Why mix ML and NN? Tree models (LightGBM, XGBoost, CatBoost) are strong on tabular feature interactions; NN models (MLPF, MLPGAM) learn sequential patterns and temporal structure. Their error patterns tend to be complementary - ideal for ensembling.
from IPython.display import clear_output
from twiga import TwigaForecaster
from twiga.models.ml import CATBOOSTConfig, LIGHTGBMConfig, LINEAREGConfig, XGBOOSTConfig
from twiga.models.nn import MLPFConfig, MLPGAMConfig
mlpf_config = MLPFConfig.from_data_config(data_config)
mlpf_config.max_epochs = 2
mlpf_config.rich_progress_bar = False
mlpgam_config = MLPGAMConfig.from_data_config(data_config)

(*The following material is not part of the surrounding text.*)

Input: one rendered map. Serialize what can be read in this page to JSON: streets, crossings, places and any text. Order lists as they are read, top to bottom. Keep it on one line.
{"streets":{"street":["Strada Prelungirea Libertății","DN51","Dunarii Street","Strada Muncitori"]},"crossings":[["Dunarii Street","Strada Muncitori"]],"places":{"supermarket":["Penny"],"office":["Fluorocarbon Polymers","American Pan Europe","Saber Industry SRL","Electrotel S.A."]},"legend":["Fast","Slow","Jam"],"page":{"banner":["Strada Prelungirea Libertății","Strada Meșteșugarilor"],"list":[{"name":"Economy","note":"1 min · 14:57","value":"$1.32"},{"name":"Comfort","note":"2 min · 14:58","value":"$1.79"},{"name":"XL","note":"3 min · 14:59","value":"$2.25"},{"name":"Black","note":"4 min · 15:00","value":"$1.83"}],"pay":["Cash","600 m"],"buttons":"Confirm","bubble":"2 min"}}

mlpgam_config.max_epochs = 2
mlpgam_config.rich_progress_bar = False
forecaster = TwigaForecaster(
data_params=data_config,
model_params=[
LINEAREGConfig(),
LIGHTGBMConfig(),
XGBOOSTConfig(device="cpu"),
CATBOOSTConfig(task_type="CPU"),
mlpf_config,
mlpgam_config,
],
train_params=train_config,
)
forecaster.fit(train_df=train_df, val_df=val_df)
clear_output()
log.info("All models trained.")
4. Strategy 1: Mean#
The simplest strategy: average predictions from all models equally. Works well when models are roughly equally accurate and errors are independent.
pred_mean, metric_mean = forecaster.evaluate_point_forecast(test_df=test_df, ensemble_strategy="mean")
clear_output()
agg_mean = metric_mean.groupby("Model")[["mae", "rmse", "corr"]].mean().round(3)

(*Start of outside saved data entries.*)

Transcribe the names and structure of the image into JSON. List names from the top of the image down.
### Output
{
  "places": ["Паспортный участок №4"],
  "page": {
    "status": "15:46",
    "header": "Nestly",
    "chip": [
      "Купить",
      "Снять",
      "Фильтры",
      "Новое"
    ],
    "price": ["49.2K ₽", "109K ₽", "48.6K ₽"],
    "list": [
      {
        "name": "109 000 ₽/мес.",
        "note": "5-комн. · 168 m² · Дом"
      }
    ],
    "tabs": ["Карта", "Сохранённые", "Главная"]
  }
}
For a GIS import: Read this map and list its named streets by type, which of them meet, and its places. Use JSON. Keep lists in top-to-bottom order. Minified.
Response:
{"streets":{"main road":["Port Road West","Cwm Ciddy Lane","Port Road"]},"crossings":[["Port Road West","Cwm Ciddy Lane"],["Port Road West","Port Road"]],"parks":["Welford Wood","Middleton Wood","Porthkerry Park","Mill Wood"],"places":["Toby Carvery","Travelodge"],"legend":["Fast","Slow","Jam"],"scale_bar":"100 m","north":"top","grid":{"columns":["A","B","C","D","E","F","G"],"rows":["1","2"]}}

log.info("Mean ensemble — metrics by model:")
log.info("\n%s", agg_mean.to_string())
5. Strategy 2: Median#
The median is robust to outlier models. If one model produces a wildly inaccurate forecast on a given day, the median ignores it - unlike the mean, which is pulled toward extreme values.
Use
medianwhen you suspect that one or more models may occasionally produce large errors. Usemeanwhen all models are well-calibrated and you want to exploit all available information.

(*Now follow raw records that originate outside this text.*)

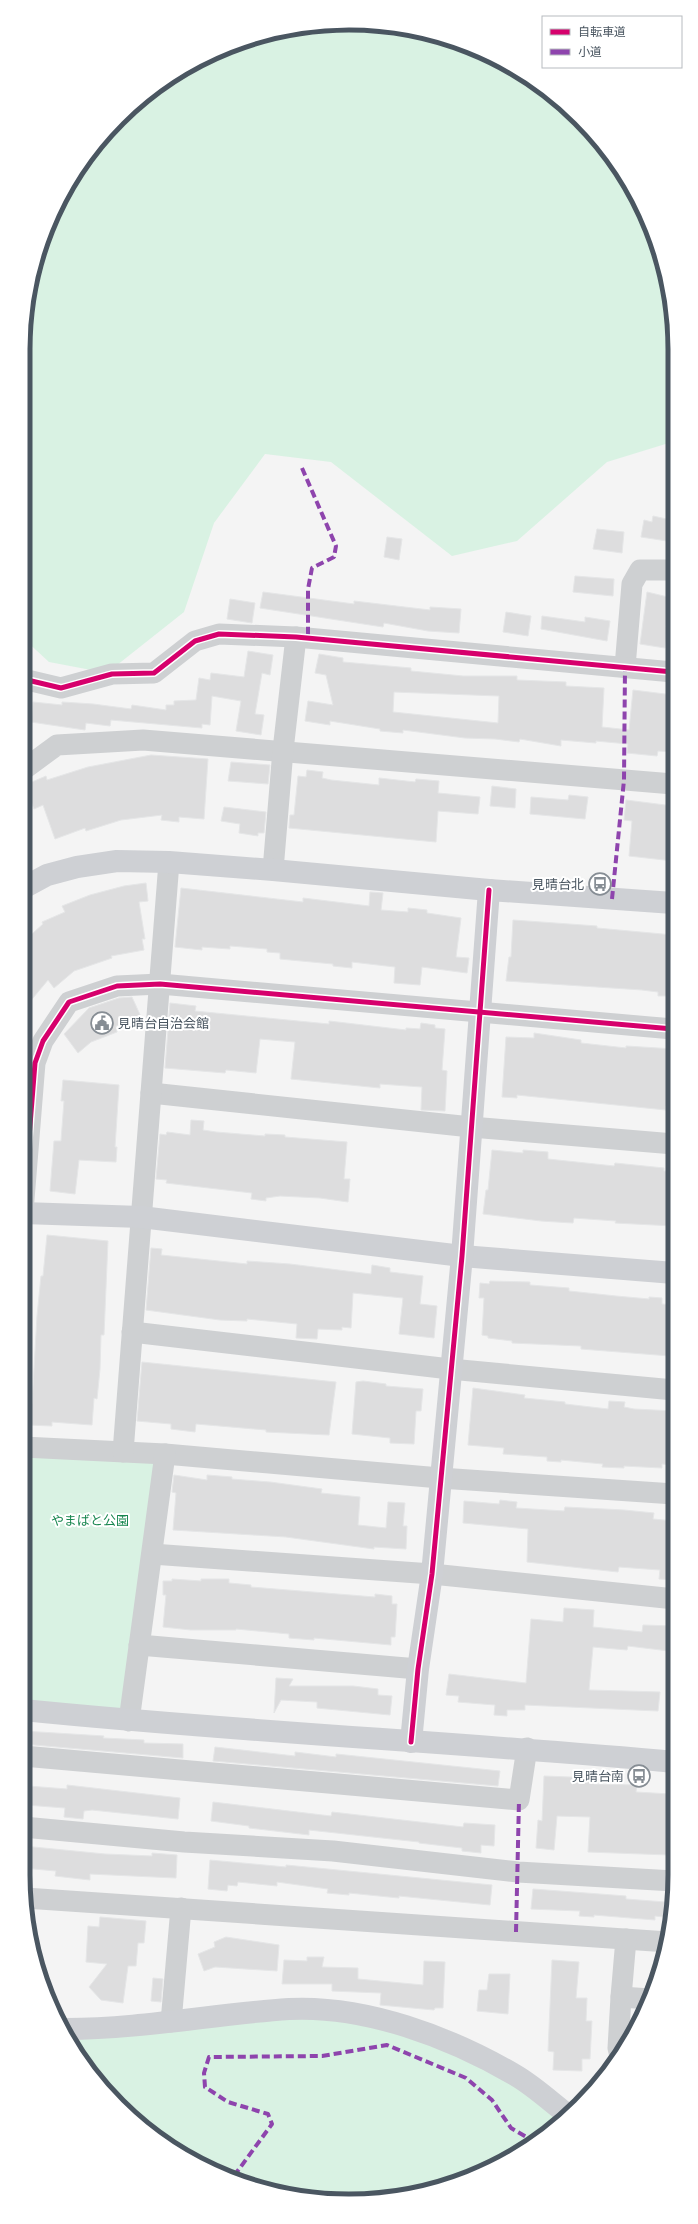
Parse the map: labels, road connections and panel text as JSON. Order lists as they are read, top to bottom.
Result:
{
  "parks": ["やまばと公園"],
  "places": {
    "bus stop": ["見晴台北", "見晴台南"],
    "public building": ["見晴台自治会館"]
  },
  "legend": ["自転車道", "小道"]
}
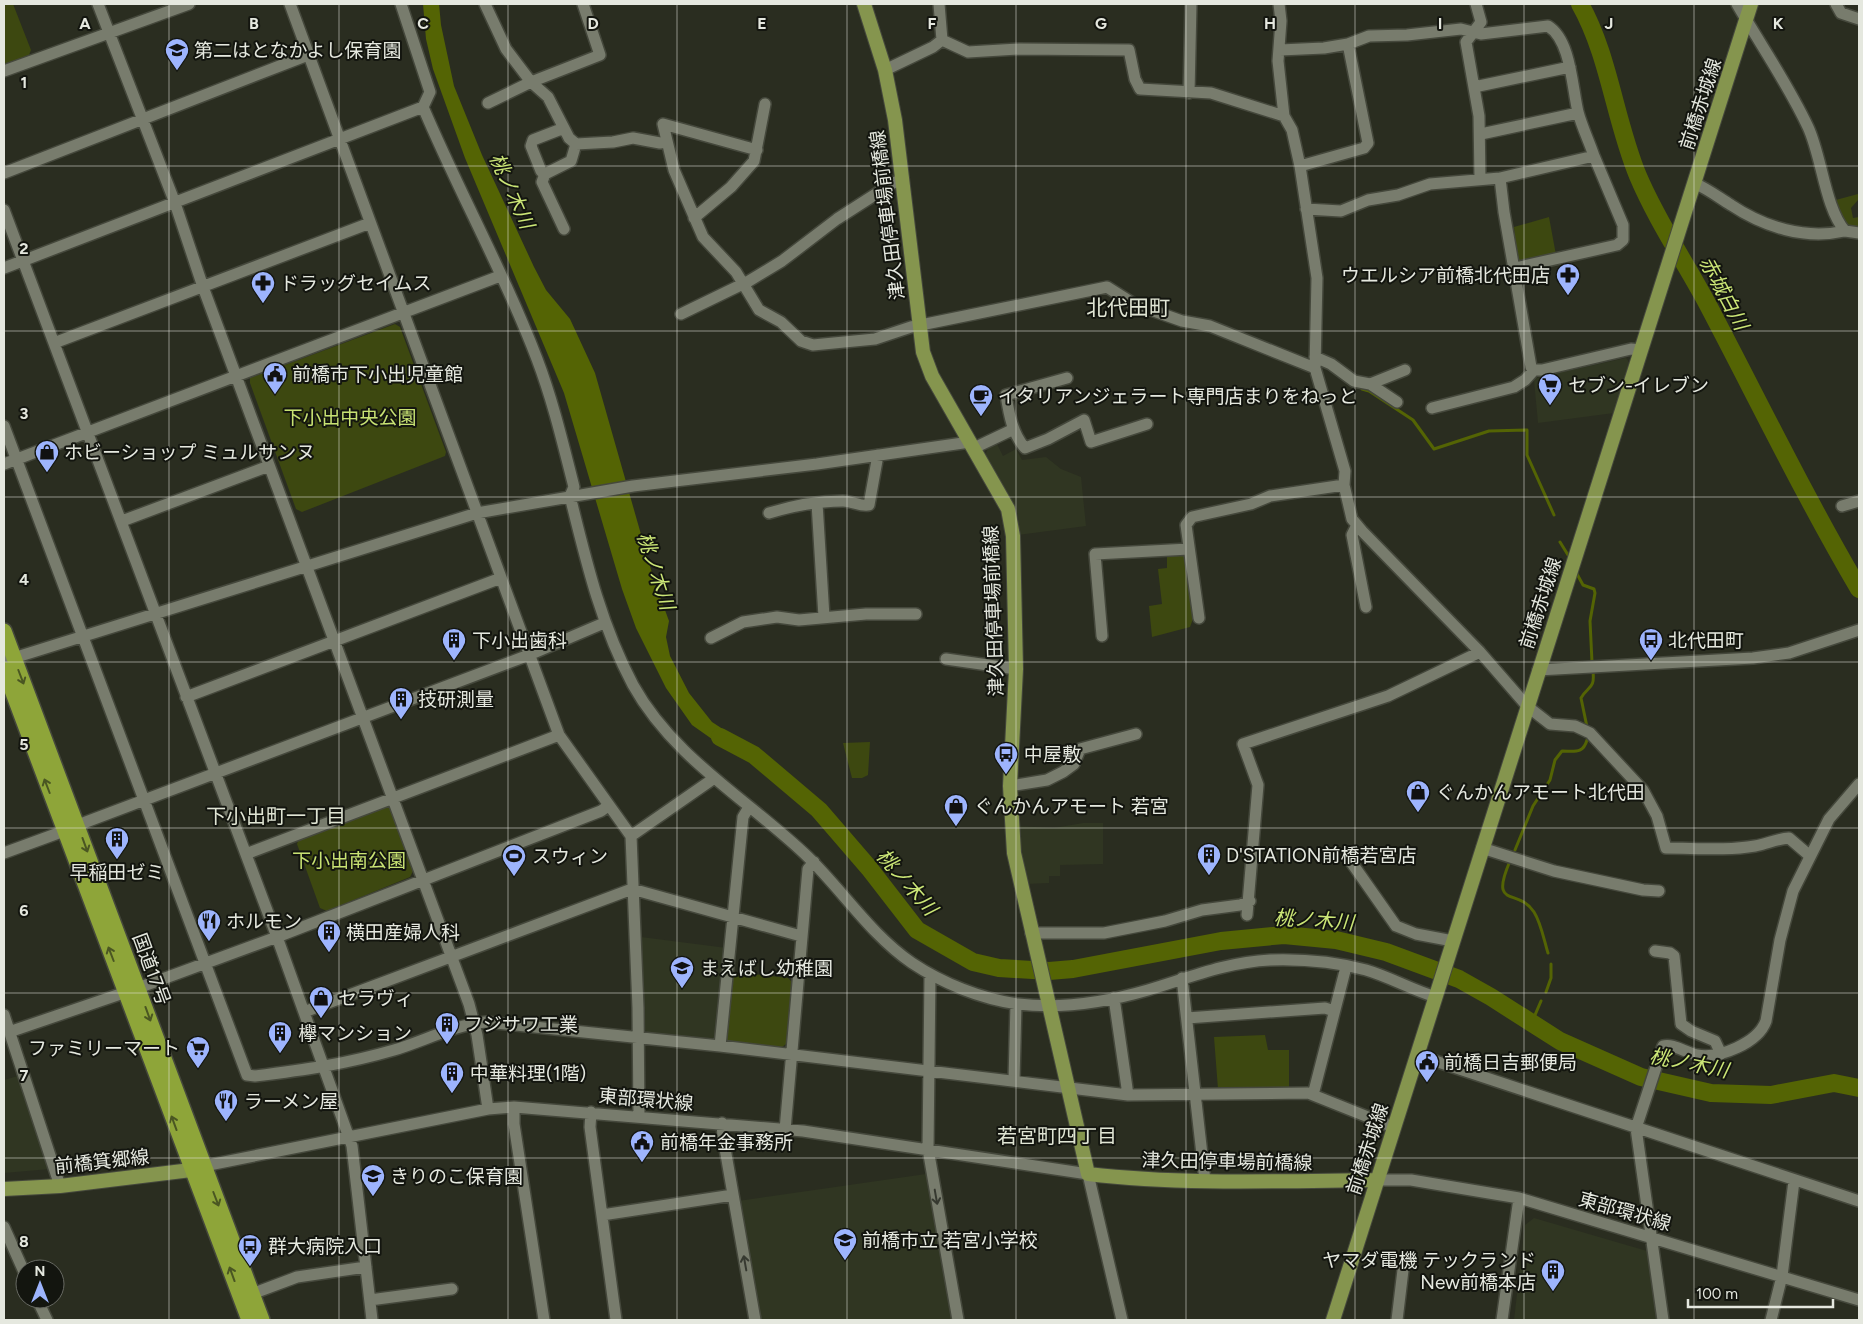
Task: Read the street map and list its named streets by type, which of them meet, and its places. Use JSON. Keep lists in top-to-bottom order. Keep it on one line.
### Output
{"streets":{"highway":["国道17号"],"main road":["前橋赤城線","津久田停車場前橋線","前橋箕郷線"],"street":["東部環状線"]},"crossings":[["前橋赤城線","津久田停車場前橋線"],["前橋赤城線","東部環状線"],["津久田停車場前橋線","東部環状線"],["国道17号","東部環状線"],["国道17号","前橋箕郷線"],["東部環状線","前橋箕郷線"]],"districts":["北代田町","下小出町一丁目","若宮町四丁目"],"water":["桃ノ木川","赤城白川"],"parks":["下小出中央公園","下小出南公園"],"places":{"school or university":["第二はとなかよし保育園","まえばし幼稚園","きりのこ保育園","前橋市立 若宮小学校"],"pharmacy":["ウエルシア前橋北代田店","ドラッグセイムス"],"public building":["前橋市下小出児童館","前橋日吉郵便局","前橋年金事務所"],"supermarket":["セブン-イレブン","ファミリーマート"],"cafe":["イタリアンジェラート専門店まりをねっと"],"shop":["ホビーショップ ミュルサンヌ","ぐんかんアモート北代田","ぐんかんアモート 若宮","セラヴィ"],"building":["下小出歯科","技研測量","早稲田ゼミ","D'STATION前橋若宮店","横田産婦人科","フジサワ工業","欅マンション","中華料理(1階)","ヤマダ電機 テックランド New前橋本店"],"bus stop":["北代田町","中屋敷","群大病院入口"],"sports":["スウィン"],"restaurant":["ホルモン","ラーメン屋"]},"scale_bar":"100 m","north":"top","grid":{"columns":["A","B","C","D","E","F","G","H","I","J","K"],"rows":["1","2","3","4","5","6","7","8"]}}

pred_median, metric_median = forecaster.evaluate_point_forecast(test_df=test_df, ensemble_strategy="median")
clear_output()
agg_median = metric_median.groupby("Model")[["mae", "rmse", "corr"]].mean().round(3)
log.info("Median ensemble — metrics by model:")
log.info("\n%s", agg_median.to_string())
6. Strategy 3: Weighted#
In the weighted ensemble, each model’s contribution is scaled by its validation performance. Models that achieved lower validation error receive a higher weight - in effect, the ensemble automatically up-weights the best models.
Weights are computed internally from the validation data passed to fit() and are inversely proportional to each model’s validation MAE. You do not need to specify weights manually.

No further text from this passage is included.